The good news is that there are a few strategies to keep you connected, pain free.
- Maintain good posture. Hold your phone up higher to keep your neck and spine aligned. If you need to use your device for prolonged periods, use a stand to prop it at a height that minimizes spinal curvature.
- Take regular breaks from your devices (you know, the water filter, the loo) and be sure to align your neck and spine on those outings. Also, please keep your shoulder blades retracted (ie. Not poking out like chicken wings). Bring your shoulders up to your ears, as close as you can, then let go. You’ll be amazed how far down they drop.
- If you are sitting down, (we’re back at the desk here) support your lower back (with a cushion) and don’t cross your legs while sending that WhatsApp.
- If you are standing (on a street corner, in line at Woollies or at the ATM, passing the time on Instagram), keep your feet hip distance apart, stomach tucked in, shoulders back and… lift that device.
- Pilates is a bit of a magic bullet when it comes to bad posture. Not only do the exercises mobilize your joints, but Pilates as a whole improves flexibility and makes your aware of your body alignment so that correct posture becomes your default. All that and it strengthens your core abs, which in turn support your spine.
Lindsay Mitchell Pilates in Westlake, Cape Town, is my preferred place of Pilates. Lindsay deserves a blog post of her own. Watch this space.

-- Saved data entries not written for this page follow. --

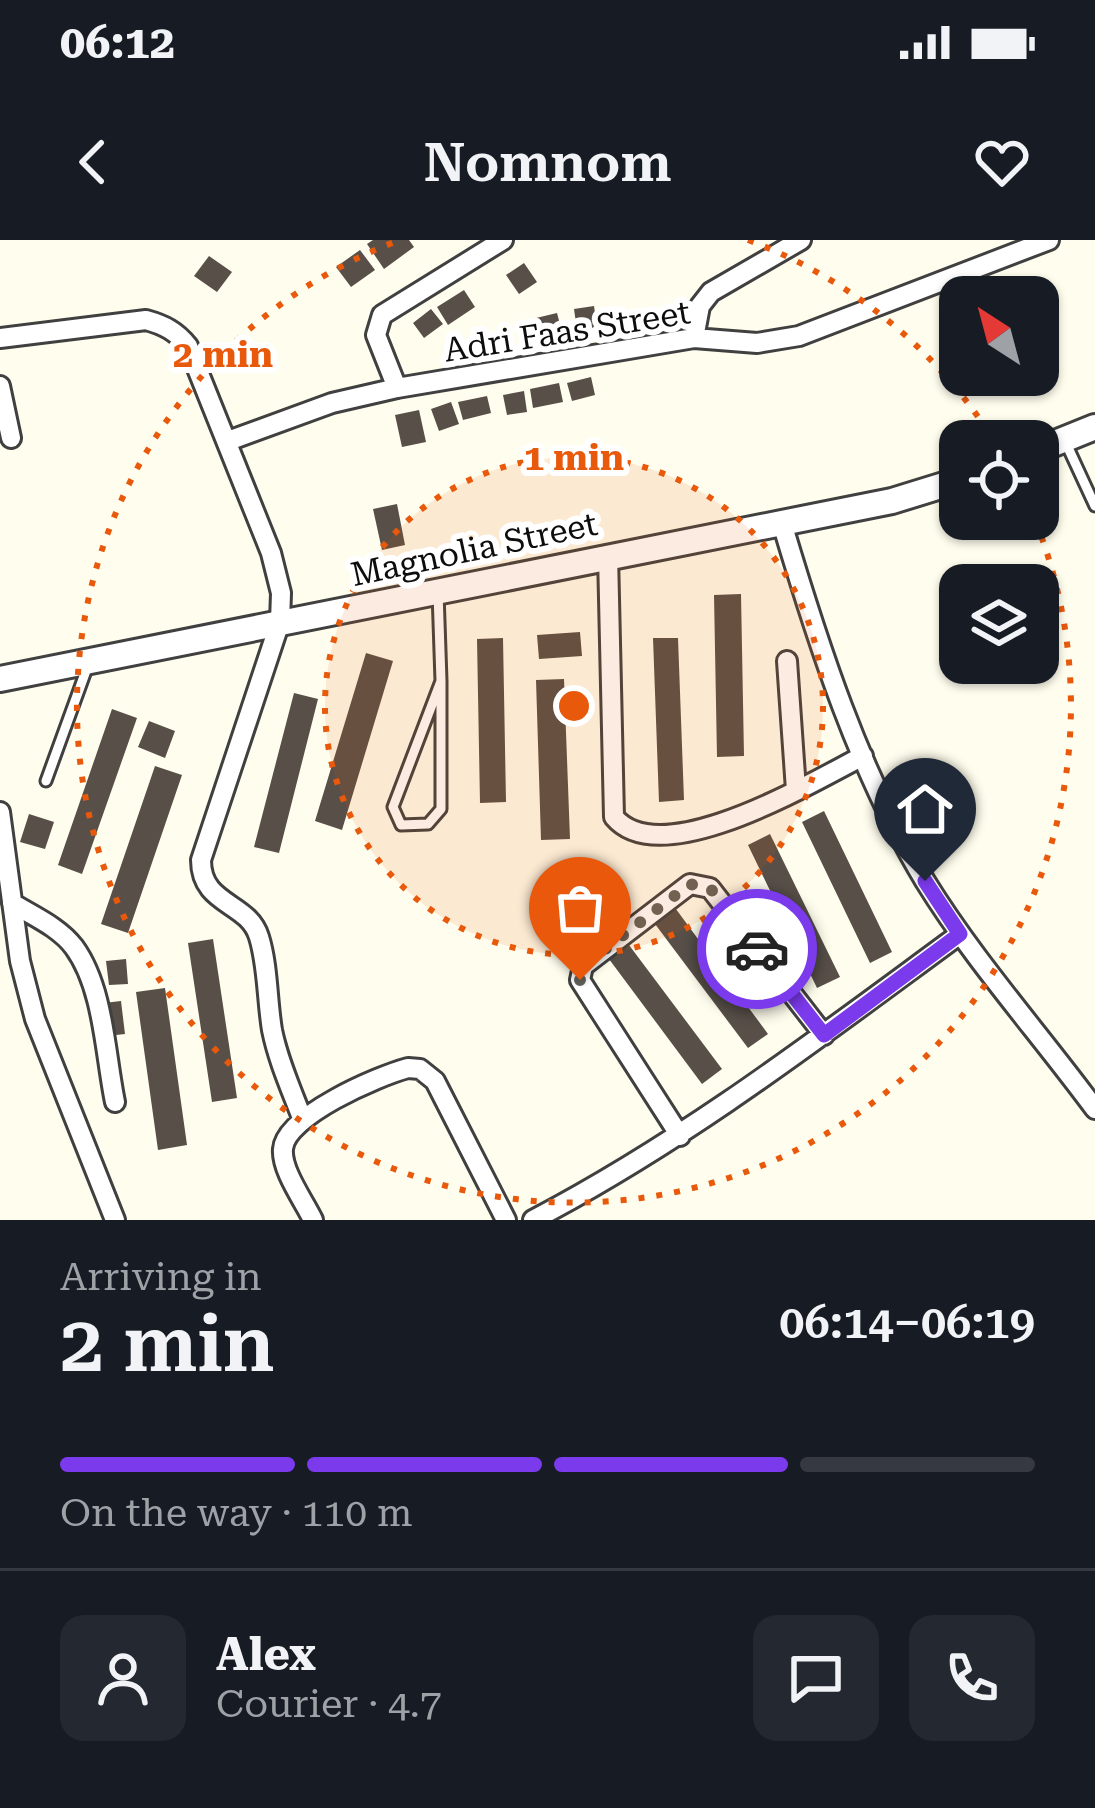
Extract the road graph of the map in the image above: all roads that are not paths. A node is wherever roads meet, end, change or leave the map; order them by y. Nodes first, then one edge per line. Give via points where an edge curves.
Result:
1 (503, 240) edge
2 (801, 240) edge
3 (1048, 240) edge
4 (0, 338) edge
5 (694, 338) junction
6 (0, 386) edge
7 (397, 388) junction
8 (1095, 427) edge
9 (11, 438) dead end
10 (228, 440) junction
11 (1064, 440) junction
12 (1059, 442) edge
13 (939, 486) edge
14 (1095, 506) edge
15 (782, 523) junction
16 (608, 555) junction
17 (438, 592) junction
18 (280, 622) junction
19 (787, 661) dead end
20 (88, 664) junction
21 (0, 679) edge
22 (441, 681) junction
23 (863, 757) junction
24 (46, 781) dead end
25 (796, 790) junction
26 (0, 812) edge
27 (12, 903) junction
28 (960, 934) junction
29 (824, 1035) junction
30 (1089, 1087) edge
31 (115, 1102) dead end
32 (1095, 1109) edge
33 (302, 1118) junction
34 (680, 1136) junction
35 (116, 1220) edge
36 (313, 1220) edge
37 (506, 1220) edge
38 (533, 1220) edge

1 - 7 street via 382,315 376,334
2 - 5 street via 705,298
3 - 5 street, Adri Faas Street via 799,336 757,344
4 - 10 street via 159,324 188,346
5 - 7 street, Adri Faas Street
6 - 9 street
7 - 10 street, Adri Faas Street
8 - 11 street
10 - 18 street via 276,573
11 - 12 street
11 - 14 lane
13 - 15 street, Magnolia Street
15 - 16 street, Magnolia Street
15 - 23 street
16 - 17 street, Magnolia Street
16 - 25 street via 614,818 633,832 690,833
17 - 18 street, Magnolia Street
17 - 22 lane
18 - 20 street, Magnolia Street
18 - 33 street via 201,870 209,890 259,937 273,1035
19 - 25 street
20 - 21 street, Magnolia Street
20 - 24 lane
22 - 22 lane via 441,808 428,824 401,825 394,807
23 - 25 street
23 - 28 street
26 - 27 street
27 - 31 street via 63,935 83,963
27 - 35 street via 35,1019
28 - 29 street
28 - 30 street
29 - 34 street
29 - 34 street via 710,888 690,884 583,966 580,980
30 - 32 street
33 - 36 street via 283,1156
33 - 37 street via 397,1071 420,1069 434,1081
34 - 38 street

- Get a regular massage. I’ve noticed in my massage practice that if the client’s pain is not in the lower back, it’s in the cervical spine area (or both). This upper neck pain can often be associated with text neck. The levator scapula muscle is on duty when the neck is bent forward. The muscle’s origin is in the cerivcal verterbrae and it inserts onto the medial border of the scapula (shoulder blade).
Its’ job is to stabilize the shoulder blade, but it really has to work hard when you are looking down at your device. Levator scapula lies deep under the Trapezius muscle and under the sternocleidomastoid (on the side) and the splenius capitis (also toward the side of the neck). It takes time during the treatment to reach levator scapula, but the massage does relieve the headaches and pain the overworked muscle causes. Some people have such stiffness in the area they are virtually immobile. The rhomboids are also under pressure when you’re always looking at your device, they are a little lower down from the cervical area. A regular back, neck and shoulder massage will improve mobility, flexibility (to help you maintain good posture) and also relieve pain from those over worked muscles.
- Regular exercise. Because. I shouldn’t even have to explain. Just do it.
They say the definition of an extrovert is one who draws strength from others. So if that’s you, and your well of strength is on platforms like Twitter, Facebook, Tumblr, Gmail, Whatsapp, Snapchat etc (which makes you and your device besties), be of good cheer. Also, if your livelihood depends upon your device, like live tweeting the Oscar Trial, you’re all good. There is no need to wilt, literally or figuratively. Try these tricks and text neck does not have to be yours.